Mistakes You’re Making As A Small Business Owner

It’s safe to say that nobody’s perfect and everyone makes mistakes, including small business owners. Unfortunately, you’re not untouchable, and there’s a lot to learn and take in when you’re first launching a company.Mistakes You're Making As A Small Business Owner

It’s common to commit errors and have regrets for how you failed to manage a situation properly. There’s no better time than now to figure out what mistakes you’re currently making and put a stop to them before they get out of hand. Be glad to know there’s still time to implement changes and get your company back on track so you can experience future success.

Putting off Important Deadlines

As a small business owner, there are constantly different deadlines that you’re going to have to meet. Putting them off for another day isn’t wise because they’ll eventually pile up and you’ll feel lost and confused. For example, doing your taxes is one of those tasks many business owners try to delay because they’re unsure of what they’re doing.
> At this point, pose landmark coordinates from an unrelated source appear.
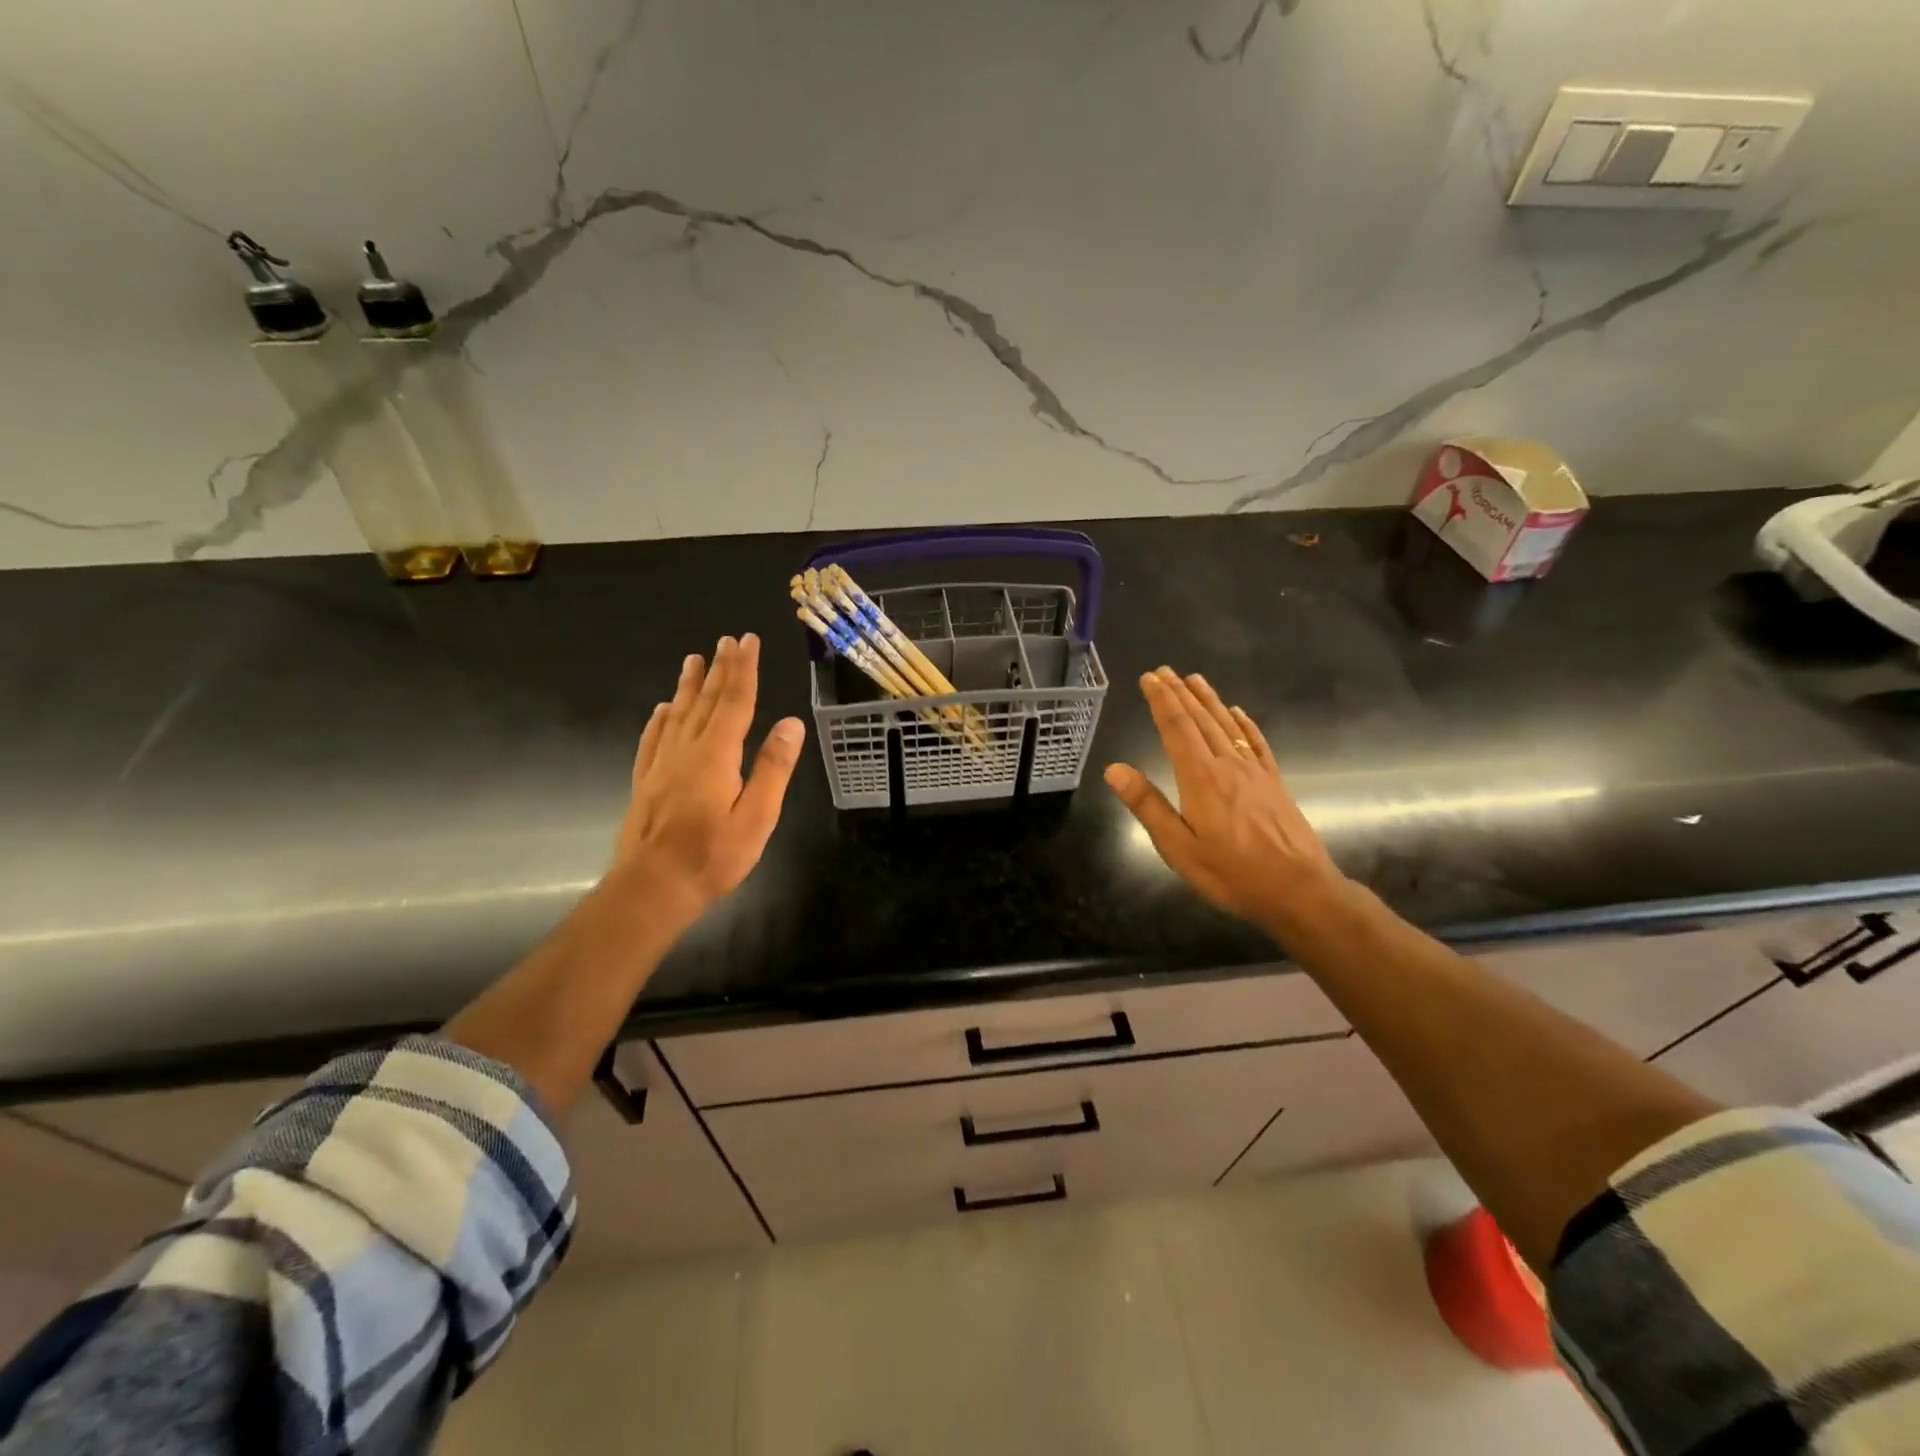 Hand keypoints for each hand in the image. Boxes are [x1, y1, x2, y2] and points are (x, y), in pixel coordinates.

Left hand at [612, 633, 805, 923]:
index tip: (747, 641)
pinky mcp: (645, 782)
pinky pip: (653, 739)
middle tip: (726, 641)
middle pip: (705, 701)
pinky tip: (662, 710)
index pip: (734, 702)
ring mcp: (661, 765)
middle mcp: (686, 750)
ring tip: (693, 660)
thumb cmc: (712, 857)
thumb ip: (773, 768)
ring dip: (688, 686)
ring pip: (677, 714)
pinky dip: (660, 719)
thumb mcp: (757, 817)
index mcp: (717, 755)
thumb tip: (790, 723)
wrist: (651, 888)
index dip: (743, 670)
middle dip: (719, 669)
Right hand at [1104, 666, 1345, 927]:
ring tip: (1195, 679)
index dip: (1161, 701)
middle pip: (1201, 720)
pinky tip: (1238, 713)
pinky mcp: (1274, 783)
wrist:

Make it easy on yourself when you use an online program offered by tax return so you can get them done quickly and efficiently.

Assuming You’re Always Right

Another mistake you’re making as a business owner is assuming you’re always right and that you have all the answers. This attitude is debilitating and won’t get you very far in the business world. Many people, including your staff and clients have wonderful ideas for how you can improve your business but you have to be willing to hear them out. Allow people to challenge your assumptions, be humble to admit errors and start to try to see situations you’re facing from another viewpoint.

Not Training Your Employees

Hiring on employees and hoping they do a good job isn’t a wise plan of attack. You’re making a huge mistake if you’re refusing to train your employees for their specific position. Invest in this area, and you’ll likely see your business take a turn for the better. People will know what they’re doing and be able to perform to the best of their abilities when they’re informed of their individual duties and responsibilities. In addition, make them aware of how what they do each day ties into the larger business goals of the company.

Refusing to Listen to Your Customers

Doing whatever you want or think is best and ignoring your customer’s desires will backfire on you real quick. Listen to your clients and take their feedback seriously so you can make appropriate adjustments and changes based on the experiences they’ve had working with you. Don’t be afraid to reach out and pick up the phone or send out a survey so you can collect honest feedback from those who are actually using your products or services.


The reality is that you’re going to make mistakes as a small business owner, but what’s most important is that you learn from them and change your ways going forward. Refusing to admit when you’re wrong is only going to cause you more problems. Be vulnerable, open and willing to hear people out so you can improve your company over time.